Intervention or Program: Beginning in the 1950s, the government of Sri Lanka made special efforts to extend health services, including critical elements of maternal health care, through a widespread rural health network. Sri Lanka's success in reducing maternal deaths is attributed to widespread access to maternal health care, which is built upon:
- a strong health system that provides free services to the entire population, including in the rural areas;
- the professionalization and broad use of midwives;
- the systematic use of health information to identify problems and guide decision-making; and
- targeted quality improvements to vulnerable groups.
Impact: Sri Lanka has halved maternal deaths (relative to the number of live births) at least every 12 years since 1935. This has meant a decline in the maternal mortality ratio from between 500 and 600 maternal deaths per 100,000 live births in 1950 to 60 per 100,000 today. In Sri Lanka today, skilled practitioners attend to 97 percent of the births, compared with 30 percent in 1940.
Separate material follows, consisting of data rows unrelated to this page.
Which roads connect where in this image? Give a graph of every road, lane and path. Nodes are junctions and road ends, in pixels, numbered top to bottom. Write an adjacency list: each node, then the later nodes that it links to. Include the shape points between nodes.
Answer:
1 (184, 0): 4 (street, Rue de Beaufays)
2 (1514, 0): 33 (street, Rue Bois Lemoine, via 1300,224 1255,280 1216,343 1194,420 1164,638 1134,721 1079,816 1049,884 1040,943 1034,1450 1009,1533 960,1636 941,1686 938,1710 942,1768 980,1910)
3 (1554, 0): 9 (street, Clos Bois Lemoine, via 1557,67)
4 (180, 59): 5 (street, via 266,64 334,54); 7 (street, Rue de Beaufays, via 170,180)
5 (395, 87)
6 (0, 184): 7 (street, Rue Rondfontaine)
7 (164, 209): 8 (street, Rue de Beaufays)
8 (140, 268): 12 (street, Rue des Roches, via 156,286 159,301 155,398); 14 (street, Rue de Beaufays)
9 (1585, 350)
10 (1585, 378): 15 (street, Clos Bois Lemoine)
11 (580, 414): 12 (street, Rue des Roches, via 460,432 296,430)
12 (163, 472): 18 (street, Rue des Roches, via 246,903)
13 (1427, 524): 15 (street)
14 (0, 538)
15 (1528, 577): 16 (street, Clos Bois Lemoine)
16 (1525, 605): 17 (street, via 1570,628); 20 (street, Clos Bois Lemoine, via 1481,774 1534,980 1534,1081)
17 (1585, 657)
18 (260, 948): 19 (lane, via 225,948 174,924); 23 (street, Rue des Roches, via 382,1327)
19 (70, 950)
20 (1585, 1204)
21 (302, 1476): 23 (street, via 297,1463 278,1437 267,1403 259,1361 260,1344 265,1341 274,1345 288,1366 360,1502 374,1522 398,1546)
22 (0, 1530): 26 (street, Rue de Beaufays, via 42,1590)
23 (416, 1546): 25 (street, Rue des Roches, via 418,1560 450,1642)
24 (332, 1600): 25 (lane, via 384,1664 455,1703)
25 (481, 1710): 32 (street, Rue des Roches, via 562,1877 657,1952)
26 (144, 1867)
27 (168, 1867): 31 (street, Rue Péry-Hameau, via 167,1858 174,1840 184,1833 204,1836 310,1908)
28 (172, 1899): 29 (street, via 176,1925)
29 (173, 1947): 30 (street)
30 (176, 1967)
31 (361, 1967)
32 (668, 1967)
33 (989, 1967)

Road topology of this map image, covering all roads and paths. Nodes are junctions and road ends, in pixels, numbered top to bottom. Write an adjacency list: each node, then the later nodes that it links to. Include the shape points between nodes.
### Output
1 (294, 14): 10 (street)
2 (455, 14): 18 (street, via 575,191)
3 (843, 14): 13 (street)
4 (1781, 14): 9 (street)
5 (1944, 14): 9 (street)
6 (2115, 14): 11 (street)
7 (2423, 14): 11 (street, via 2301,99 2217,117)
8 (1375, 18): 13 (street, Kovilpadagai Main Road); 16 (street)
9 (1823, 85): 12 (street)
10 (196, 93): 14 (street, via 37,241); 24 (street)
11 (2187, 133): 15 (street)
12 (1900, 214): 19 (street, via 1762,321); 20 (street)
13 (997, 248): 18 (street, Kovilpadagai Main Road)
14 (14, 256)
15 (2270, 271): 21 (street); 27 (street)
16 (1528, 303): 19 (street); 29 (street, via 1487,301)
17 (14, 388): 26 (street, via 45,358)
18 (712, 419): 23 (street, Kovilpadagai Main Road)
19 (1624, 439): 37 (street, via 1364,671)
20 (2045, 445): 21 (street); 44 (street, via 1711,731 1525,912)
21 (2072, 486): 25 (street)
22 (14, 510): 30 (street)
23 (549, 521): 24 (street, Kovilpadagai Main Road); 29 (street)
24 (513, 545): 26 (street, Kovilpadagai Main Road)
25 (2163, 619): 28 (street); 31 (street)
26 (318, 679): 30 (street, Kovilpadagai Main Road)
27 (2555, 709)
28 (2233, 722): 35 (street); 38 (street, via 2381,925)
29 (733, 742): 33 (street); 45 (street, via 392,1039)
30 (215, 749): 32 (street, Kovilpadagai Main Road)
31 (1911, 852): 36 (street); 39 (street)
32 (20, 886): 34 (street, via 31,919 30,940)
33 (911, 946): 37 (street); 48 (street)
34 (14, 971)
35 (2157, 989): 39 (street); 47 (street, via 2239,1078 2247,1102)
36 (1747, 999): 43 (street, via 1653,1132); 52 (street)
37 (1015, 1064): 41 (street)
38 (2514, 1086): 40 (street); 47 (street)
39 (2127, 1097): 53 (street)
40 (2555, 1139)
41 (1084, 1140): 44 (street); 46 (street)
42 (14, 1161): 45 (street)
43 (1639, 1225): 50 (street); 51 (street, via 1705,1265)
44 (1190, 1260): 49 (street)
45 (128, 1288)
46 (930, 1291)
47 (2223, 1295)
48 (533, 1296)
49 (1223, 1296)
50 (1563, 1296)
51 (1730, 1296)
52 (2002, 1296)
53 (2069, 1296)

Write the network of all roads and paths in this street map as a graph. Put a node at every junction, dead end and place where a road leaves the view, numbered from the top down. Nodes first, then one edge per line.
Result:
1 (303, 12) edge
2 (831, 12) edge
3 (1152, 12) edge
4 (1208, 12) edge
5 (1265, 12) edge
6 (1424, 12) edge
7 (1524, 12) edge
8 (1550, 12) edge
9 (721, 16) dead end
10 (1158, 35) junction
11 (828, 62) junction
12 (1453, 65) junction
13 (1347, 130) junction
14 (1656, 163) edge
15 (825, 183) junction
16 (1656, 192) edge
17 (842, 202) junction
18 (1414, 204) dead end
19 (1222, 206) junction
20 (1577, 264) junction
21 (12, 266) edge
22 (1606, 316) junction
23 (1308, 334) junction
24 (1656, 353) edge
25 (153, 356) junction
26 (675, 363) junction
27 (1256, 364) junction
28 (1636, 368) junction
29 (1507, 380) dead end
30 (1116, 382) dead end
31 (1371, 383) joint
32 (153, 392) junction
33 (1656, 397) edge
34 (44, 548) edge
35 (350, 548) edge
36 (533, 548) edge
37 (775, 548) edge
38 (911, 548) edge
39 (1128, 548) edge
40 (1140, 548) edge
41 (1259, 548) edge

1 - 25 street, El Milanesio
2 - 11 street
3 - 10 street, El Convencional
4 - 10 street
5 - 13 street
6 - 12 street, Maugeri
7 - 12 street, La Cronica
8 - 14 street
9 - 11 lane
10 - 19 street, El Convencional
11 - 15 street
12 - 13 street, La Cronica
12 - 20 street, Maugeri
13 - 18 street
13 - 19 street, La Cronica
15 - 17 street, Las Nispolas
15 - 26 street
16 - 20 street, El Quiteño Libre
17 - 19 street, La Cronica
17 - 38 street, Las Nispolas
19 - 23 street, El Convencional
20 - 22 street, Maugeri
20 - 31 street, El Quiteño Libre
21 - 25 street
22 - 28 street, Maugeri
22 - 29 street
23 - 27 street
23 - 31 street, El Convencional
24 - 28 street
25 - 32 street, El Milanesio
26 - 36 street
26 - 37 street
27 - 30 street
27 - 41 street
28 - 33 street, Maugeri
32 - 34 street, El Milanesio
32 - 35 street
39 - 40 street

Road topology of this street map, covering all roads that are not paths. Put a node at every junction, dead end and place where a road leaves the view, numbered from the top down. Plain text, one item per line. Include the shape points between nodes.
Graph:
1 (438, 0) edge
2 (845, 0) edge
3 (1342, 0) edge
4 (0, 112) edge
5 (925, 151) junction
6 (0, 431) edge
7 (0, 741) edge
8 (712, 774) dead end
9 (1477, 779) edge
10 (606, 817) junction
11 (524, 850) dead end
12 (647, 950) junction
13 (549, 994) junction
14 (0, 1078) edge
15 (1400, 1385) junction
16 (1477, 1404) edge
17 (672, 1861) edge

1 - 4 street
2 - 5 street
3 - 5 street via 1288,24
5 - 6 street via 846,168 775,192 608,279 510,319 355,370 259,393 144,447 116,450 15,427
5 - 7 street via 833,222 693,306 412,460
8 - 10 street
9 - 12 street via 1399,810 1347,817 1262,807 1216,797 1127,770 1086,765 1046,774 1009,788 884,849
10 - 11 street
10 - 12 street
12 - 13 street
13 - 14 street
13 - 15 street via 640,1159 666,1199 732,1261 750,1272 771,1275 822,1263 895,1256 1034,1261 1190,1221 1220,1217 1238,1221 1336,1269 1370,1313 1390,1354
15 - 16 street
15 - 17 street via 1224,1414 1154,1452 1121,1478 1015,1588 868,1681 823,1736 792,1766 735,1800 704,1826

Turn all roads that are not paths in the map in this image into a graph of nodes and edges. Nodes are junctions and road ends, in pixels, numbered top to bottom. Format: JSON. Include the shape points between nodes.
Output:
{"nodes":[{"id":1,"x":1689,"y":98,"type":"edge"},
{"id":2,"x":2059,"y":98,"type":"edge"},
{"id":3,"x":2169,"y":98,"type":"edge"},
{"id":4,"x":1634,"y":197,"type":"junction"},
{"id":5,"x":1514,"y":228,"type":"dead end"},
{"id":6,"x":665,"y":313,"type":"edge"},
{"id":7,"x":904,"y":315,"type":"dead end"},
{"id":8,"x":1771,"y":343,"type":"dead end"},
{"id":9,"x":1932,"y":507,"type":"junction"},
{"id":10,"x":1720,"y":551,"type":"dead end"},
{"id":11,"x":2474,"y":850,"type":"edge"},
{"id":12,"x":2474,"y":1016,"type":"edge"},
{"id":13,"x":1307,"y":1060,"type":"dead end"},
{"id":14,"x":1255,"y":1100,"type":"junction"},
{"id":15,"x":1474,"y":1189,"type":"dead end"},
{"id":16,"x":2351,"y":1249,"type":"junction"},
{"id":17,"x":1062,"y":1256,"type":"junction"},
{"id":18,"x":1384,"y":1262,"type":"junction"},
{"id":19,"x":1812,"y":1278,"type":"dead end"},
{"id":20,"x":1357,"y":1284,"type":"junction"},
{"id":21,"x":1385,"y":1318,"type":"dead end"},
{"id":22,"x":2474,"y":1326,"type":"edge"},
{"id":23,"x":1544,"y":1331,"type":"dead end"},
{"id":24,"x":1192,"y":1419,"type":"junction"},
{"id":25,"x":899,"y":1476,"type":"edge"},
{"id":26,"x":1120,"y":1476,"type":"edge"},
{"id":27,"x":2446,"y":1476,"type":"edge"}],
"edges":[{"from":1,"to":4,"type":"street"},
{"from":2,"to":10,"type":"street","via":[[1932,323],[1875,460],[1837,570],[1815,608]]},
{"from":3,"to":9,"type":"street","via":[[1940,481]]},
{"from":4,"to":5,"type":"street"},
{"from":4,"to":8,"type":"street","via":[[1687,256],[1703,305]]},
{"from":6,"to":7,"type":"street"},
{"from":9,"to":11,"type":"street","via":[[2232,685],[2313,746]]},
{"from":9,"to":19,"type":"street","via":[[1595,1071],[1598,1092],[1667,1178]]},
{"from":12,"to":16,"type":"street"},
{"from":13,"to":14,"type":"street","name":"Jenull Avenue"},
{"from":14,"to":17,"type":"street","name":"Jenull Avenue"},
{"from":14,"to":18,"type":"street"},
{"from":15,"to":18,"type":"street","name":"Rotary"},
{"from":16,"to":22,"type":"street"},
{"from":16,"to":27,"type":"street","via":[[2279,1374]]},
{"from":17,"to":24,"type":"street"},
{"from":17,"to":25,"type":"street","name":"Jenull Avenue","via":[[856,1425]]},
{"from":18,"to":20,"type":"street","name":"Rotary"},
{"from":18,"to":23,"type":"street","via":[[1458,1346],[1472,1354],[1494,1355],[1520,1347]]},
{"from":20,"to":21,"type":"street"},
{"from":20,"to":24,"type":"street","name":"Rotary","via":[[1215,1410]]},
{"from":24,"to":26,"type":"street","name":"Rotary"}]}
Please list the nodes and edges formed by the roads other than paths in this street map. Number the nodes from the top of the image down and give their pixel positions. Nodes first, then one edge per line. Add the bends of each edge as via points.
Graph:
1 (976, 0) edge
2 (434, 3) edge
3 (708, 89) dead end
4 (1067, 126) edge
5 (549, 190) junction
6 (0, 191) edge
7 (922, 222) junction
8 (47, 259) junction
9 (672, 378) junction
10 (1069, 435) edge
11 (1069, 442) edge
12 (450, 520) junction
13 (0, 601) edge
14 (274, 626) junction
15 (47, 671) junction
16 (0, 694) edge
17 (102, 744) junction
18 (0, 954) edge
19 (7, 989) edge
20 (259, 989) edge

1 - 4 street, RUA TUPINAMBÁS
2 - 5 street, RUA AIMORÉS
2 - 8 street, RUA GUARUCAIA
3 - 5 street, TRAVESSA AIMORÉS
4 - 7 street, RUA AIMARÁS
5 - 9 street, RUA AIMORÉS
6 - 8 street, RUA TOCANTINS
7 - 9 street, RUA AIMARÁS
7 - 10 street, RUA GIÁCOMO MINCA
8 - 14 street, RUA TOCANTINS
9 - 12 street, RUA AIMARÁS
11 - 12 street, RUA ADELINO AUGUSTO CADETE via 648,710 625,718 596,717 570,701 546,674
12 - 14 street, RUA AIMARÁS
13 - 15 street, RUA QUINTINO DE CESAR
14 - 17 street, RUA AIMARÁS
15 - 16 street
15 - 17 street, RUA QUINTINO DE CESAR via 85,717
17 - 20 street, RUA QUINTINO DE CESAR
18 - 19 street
Cost and Cost-Effectiveness: Sri Lanka has spent less on health - and achieved far more - than most of the countries at similar income levels. In India, for example, the maternal mortality ratio is more than 400 per 100,000 live births, and spending on health constitutes over 5 percent of GNP. In Sri Lanka, the ratio is less than one-quarter of that, and the country spends only 3 percent of GNP on health.